Human blood gene signature as a marker for smoking exposure: computational approaches of the top ranked teams in the sbv IMPROVER Systems Toxicology challenge

Comput Toxicol. 2018 Feb:5:31-37. doi: 10.1016/j.comtox.2017.07.003. Epub 2017 Jul 18.

Abstract

Crowdsourcing has emerged as a framework to address methodological challenges in omics data analysis and assess the extent to which omics data are predictive of phenotypes of interest. The sbv IMPROVER Systems Toxicology Challenge was designed to leverage crowdsourcing to determine whether human blood gene expression levels are informative of current and past smoking. Participating teams were invited to use a training gene expression dataset to derive parsimonious models (up to 40 genes) that can accurately classify subjects into exposure groups: smokers, former smokers that quit for at least one year, and never-smokers. Teams were ranked based on two classification performance metrics evaluated on a blinded test dataset.

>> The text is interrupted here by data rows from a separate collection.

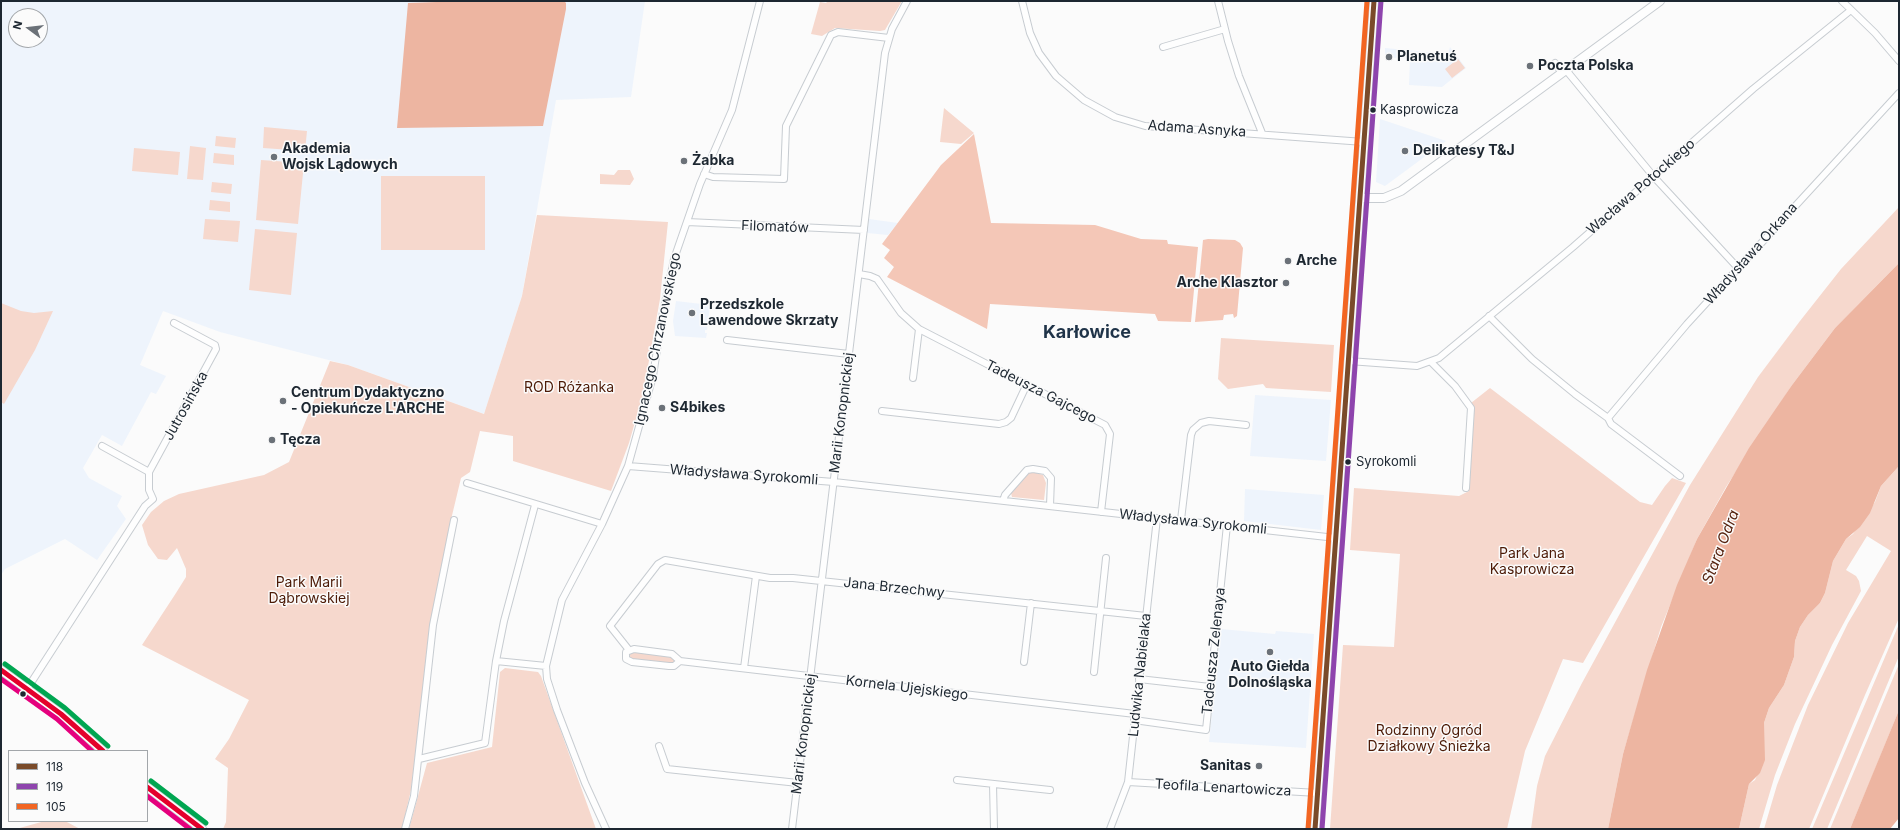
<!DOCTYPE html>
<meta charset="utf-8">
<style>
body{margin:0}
#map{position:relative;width:1900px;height:830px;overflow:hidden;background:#fbfbfb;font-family:Inter,sans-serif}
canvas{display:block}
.frame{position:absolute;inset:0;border:2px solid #1d2731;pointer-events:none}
.legend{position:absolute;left:8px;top:750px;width:140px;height:72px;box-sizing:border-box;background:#fbfbfb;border:1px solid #a2a6aa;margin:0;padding:5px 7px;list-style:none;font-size:12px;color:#1d2731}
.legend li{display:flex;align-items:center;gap:8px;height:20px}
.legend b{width:20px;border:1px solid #a2a6aa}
.north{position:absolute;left:8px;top:8px;width:40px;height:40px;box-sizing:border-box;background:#fbfbfb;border:1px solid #a2a6aa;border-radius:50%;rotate:285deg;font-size:11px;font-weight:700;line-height:16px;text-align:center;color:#1d2731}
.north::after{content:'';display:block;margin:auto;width:14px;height:18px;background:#6b7178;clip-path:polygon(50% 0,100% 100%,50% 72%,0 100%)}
</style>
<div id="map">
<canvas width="1900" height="830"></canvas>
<div class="frame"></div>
<ul class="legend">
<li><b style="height:5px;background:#7a4b2a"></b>118</li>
<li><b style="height:5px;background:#8e44ad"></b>119</li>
<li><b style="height:5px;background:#f26522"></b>105</li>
</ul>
<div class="north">N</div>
</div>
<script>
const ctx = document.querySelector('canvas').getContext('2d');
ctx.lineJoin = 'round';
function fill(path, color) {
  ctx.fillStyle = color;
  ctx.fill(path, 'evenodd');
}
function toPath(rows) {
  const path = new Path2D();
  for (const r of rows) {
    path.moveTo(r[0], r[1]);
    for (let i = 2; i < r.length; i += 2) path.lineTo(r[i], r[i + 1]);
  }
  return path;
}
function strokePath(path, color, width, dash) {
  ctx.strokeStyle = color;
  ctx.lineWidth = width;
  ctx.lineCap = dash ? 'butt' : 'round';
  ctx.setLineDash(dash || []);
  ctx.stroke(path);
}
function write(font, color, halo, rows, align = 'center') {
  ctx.font = font + ' Inter,sans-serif';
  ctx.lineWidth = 3;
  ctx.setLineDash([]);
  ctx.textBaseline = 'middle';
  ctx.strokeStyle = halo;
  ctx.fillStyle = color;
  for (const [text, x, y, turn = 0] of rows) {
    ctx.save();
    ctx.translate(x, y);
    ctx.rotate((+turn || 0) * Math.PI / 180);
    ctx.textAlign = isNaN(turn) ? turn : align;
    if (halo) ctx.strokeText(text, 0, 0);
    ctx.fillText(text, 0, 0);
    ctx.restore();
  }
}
fill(toPath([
 [1,1,645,1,631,97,556,100,522,296,484,414,348,365,220,332,163,311,140,365,166,376,156,394,151,392,122,446,102,435,83,468,89,478,122,496,117,506,126,519,97,560,65,539,5,569,1,575],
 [16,16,40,16,40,40,16,40],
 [1450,47,1466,68,1442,87,1409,85,1410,59,1385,57,1385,48,1448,54],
 [1380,119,1446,141,1385,186,1376,182],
 [869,219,898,223,888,235,867,233],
 [676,301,710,305,707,330,705,330,705,333,707,333,706,338,675,336,673,321],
 [1255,395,1331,400,1326,461,1250,456],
 [1245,489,1324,495,1321,530,1244,521],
 [1221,629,1275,634,1276,631,1314,634,1306,748,1209,742]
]), '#eef4fc');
fill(toPath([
 [828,1,902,1,885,30,880,31,835,28,822,36,811,34,820,2,826,3],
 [1458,59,1465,68,1452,78,1445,69],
 [944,108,974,133,961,144,940,142],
 [264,127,307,131,305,151,263,148],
 [216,136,236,138,235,148,215,146],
 [190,146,206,148,203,180,187,179],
 [134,148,180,152,178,175,132,171],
 [214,153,234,155,234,165,213,163],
 [261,160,304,163,298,224,256,220],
 [618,170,630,170,634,179,630,185,600,184,600,174,614,175],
 [381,176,485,176,485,250,381,250],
 [212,182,232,184,231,194,211,192],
 [210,200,230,202,230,212,209,210],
 [1899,207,1899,263,1835,328,1792,385,1726,487,1697,539,1661,627,1623,754,1608,829,1531,829,1537,786,1545,756,1582,683,1690,485,1758,377,1800,321,1841,269],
 [537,215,668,222,660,299,643,394,629,443,611,491,513,461,513,436,480,431,470,472,461,478,449,528,431,622,411,790,402,829,223,829,226,822,228,768,215,759,229,739,249,700,142,645,176,593,186,577,186,569,177,548,167,560,158,559,148,545,142,525,151,512,164,501,179,494,264,475,289,462,330,361,348,365,484,414,522,296],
 [205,219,240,221,238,242,203,239],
 [255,229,297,233,291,295,249,290],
 [1,303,21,311,34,313,53,311,35,350,4,404,1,402],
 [1221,338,1334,345,1331,392,1266,388,1263,384,1228,389,1218,379],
 [1490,388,1640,502,1652,505,1665,486,1672,478,1686,483,1583,663,1563,659,1525,751,1507,829,1330,829,1343,645,1394,647,1400,554,1350,550,1354,488,1459,496,1469,491,1473,415,1471,403],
 [1899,466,1899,618,1865,695,1809,829,1764,829,1777,785,1808,705,1848,623,1891,551,1867,536,1846,570,1856,576,1859,581,1861,591,1832,645,1795,724,1775,775,1759,829,1739,829,1749,784,1755,780,1764,760,1764,723,1769,708,1784,685,1794,657,1795,641,1800,627,1808,615,1820,603,1825,593,1833,561,1846,539,1853,534,1875,502,1881,486],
 [1033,472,1043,475,1046,483,1044,500,1012,497,1011,493,1028,473],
 [1899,624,1899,656,1827,829,1812,829],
 [631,652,669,655,674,660,674,662,673,664,633,661,629,656],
 [1899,664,1899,710,1871,779,1850,829,1830,829],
 [505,668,538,672,541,676,596,829,409,829,427,763,492,747,500,672],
 [45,821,65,821,80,829,16,829]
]), '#f6d8cd');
fill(toPath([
 [974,134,991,223,1095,225,1141,239,1167,240,1168,244,1198,247,1191,322,1158,321,1155,314,990,304,987,329,887,277,894,267,884,258,890,250,882,244,941,165],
 [1208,239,1235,240,1240,243,1243,248,1237,316,1234,318,1233,314,1224,315,1223,320,1195,322,1203,240]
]), '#f4c7b7');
fill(toPath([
 [465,1,564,1,566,3,566,9,543,126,397,128,408,3],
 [1899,263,1899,466,1881,486,1870,513,1860,527,1846,539,1833,561,1825,593,1820,603,1808,615,1800,627,1795,641,1794,657,1784,685,1769,708,1764,723,1765,760,1760,773,1749,784,1739,829,1608,829,1623,754,1647,670,1677,585,1697,539,1749,448,1792,385,1835,328],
 [1899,710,1899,818,1890,829,1850,829]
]), '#edb5a1');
const minor = toPath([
 [1022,1,1030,33,1039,53,1056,76,1084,100,1115,117,1145,126,1364,142],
 [1218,1,1228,41,1239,76,1262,133],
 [1842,1,1875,33,1899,61],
 [1163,47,1225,29],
 [1555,63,1562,73],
 [1566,70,1654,177,1738,268],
 [704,174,713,177,784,179,786,126,831,35,838,32,889,38],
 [687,222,864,230],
 [859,274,870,276,877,279,901,313,919,329,1105,425,1110,434,1101,512],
 [1489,316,1532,359,1575,394,1608,418,1611,424,1680,476],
 [727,340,849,354],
 [1349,361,1417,366,1439,358,1573,247,1753,89,1851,10],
 [1431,362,1455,386,1471,408,1466,488],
 [913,378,919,329],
 [882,411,999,424,1006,422,1011,418,1027,384],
 [1608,418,1687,324,1899,93],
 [102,446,149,472],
 [628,466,834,482,1336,538],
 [467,483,602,524],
 [1003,501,1005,495,1027,470,1033,469,1045,471,1051,478,1050,506],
 [1181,520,1191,435,1193,430,1201,423,1209,421,1246,425],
 [629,650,610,626,658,564,665,560,770,578,793,578,1146,616],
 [496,661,546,666],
 [680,661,674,666,669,666,632,662,626,659,626,652,634,649,672,654,680,661,1135,714],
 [1024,662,1031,603],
 [744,668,756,576],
 [1094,672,1106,558],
 [1139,679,1210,687],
 [27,689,145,506,153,499,149,490,149,472,216,349,215,345,174,323],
 [1134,720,1206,730,1227,525],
 [659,746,667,769,798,783],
 [419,759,485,743,496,661,504,621,535,505],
 [957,780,1050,790],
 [1128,782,1318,793],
 [993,784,994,829],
 [405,829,414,796,433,625,454,520],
 [606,829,585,783,557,710,547,679,546,666,562,600,602,524,628,466,653,376,662,317,674,259,700,184,732,110,760,1],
 [792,829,885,53,892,29,907,1],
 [1110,829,1128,782,1157,518]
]);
const tertiary = toPath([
 [1360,198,1384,198,1401,191,1660,1],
 [1,670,61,714,103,751],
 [147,787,202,829],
 [1315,829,1374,1]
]);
strokePath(minor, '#c7ccd1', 8);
strokePath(tertiary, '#c7ccd1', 10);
strokePath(minor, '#fefefe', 6);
strokePath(tertiary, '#fefefe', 8);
strokePath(toPath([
 [1315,829,1374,1]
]), '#7a4b2a', 5);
strokePath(toPath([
 [1322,829,1381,1]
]), '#8e44ad', 5);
strokePath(toPath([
 [1308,829,1367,1]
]), '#f26522', 5);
strokePath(toPath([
 [1,670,61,714,103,751],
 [147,787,202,829]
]), '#e4002b', 5);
strokePath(toPath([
 [1,679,57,719,92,751],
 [147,796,190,829]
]), '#e5007d', 5);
strokePath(toPath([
 [5,664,65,708,108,746],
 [151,781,206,823]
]), '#00a651', 5);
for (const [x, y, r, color] of [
 [1389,57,4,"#6b7178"],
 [1530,66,4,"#6b7178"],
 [1373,110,3.5,"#1d2731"],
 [1405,151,4,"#6b7178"],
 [274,157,4,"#6b7178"],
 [684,161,4,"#6b7178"],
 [1288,261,4,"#6b7178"],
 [1286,283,4,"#6b7178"],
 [692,313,4,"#6b7178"],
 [283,401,4,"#6b7178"],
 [662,408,4,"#6b7178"],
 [272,440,4,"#6b7178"],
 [1348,462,3.5,"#1d2731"],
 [1270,652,4,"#6b7178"],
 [23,694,3.5,"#1d2731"],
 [1259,766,4,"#6b7178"]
]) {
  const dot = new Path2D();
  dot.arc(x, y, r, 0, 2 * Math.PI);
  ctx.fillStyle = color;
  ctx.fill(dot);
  strokePath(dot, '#fbfbfb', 1.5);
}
write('13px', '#1d2731', '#fbfbfb', [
 ["Kasprowicza",1380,110],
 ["Syrokomli",1356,462]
], 'left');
write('bold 14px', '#1d2731', '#fbfbfb', [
 ["Planetuś",1397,57],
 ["Poczta Polska",1538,66],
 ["Akademia",282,149],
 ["Wojsk Lądowych",282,165],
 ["Delikatesy T&J",1413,151],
 ["Żabka",692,161],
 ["Arche",1296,261],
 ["Arche Klasztor",1278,283,"right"],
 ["Przedszkole",700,305],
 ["Lawendowe Skrzaty",700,321],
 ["Centrum Dydaktyczno",291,393],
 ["- Opiekuńcze L'ARCHE",291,409],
 ["S4bikes",670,408],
 ["Tęcza",280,440],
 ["Auto Giełda",1270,667,"center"],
 ["Dolnośląska",1270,683,"center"],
 ["Sanitas",1251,766,"right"]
], 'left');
write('14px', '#1d2731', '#fbfbfb', [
 ["Adama Asnyka",1197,129,4],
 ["Wacława Potockiego",1641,187,-41],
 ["Filomatów",775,227,2],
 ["Władysława Orkana",1751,254,-48],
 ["Ignacego Chrzanowskiego",658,339,-78],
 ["Tadeusza Gajcego",1041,392,27],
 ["Jutrosińska",186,406,-61],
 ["Marii Konopnickiej",842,413,-83],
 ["Władysława Syrokomli",744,475,4],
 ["Władysława Syrokomli",1193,522,6],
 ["Jana Brzechwy",894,588,6],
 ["Tadeusza Zelenaya",1214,651,-84],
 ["Ludwika Nabielaka",1140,675,-84],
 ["Kornela Ujejskiego",907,688,7],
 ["Marii Konopnickiej",804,734,-83],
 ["Teofila Lenartowicza",1223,788,3]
]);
write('14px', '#4d1b07', '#fbfbfb', [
 ["ROD Różanka",569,388],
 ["Park Jana",1532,554],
 ["Kasprowicza",1532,570],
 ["Park Marii",309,583],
 ["Dąbrowskiej",309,599],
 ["Rodzinny Ogród",1429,731],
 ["Działkowy Śnieżka",1429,747]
]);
write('italic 15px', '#572411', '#fbfbfb', [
 ["Stara Odra",1721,547,-69]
]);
write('bold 18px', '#1f3348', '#fbfbfb', [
 ["Karłowice",1087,333]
]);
</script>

The analytical approaches of the first- and third-ranked teams, that are presented in detail in this article, involved feature selection by moderated t-test or LASSO regression and linear discriminant analysis (LDA) and logistic regression classifiers, respectively. While the 12-gene signature of the top team allowed the classification of current smokers with 100% sensitivity at 93% specificity, discriminating former smokers from never-smokers was much more challenging (65% sensitivity at 57% specificity). Gene ontology molecular functions and KEGG pathways associated with current smoking included G protein-coupled receptor activity, signaling receptor activity, calcium ion binding, and the Neuroactive ligand-receptor interaction pathway. Selection of marker genes by either moderated t-test or multivariate LASSO regression followed by LDA or logistic regression, are robust approaches to classification with omics data, confirming in part findings of previous sbv IMPROVER challenges. While current smoking is accurately identified based on blood mRNA levels, smoking cessation for more than one year is accompanied by a "normalization" of the expression of certain mRNAs, making it difficult to distinguish former smokers from never-smokers.

Keywords: Systems toxicology; computational challenge; gene signature; predictive modeling; smoking biomarker.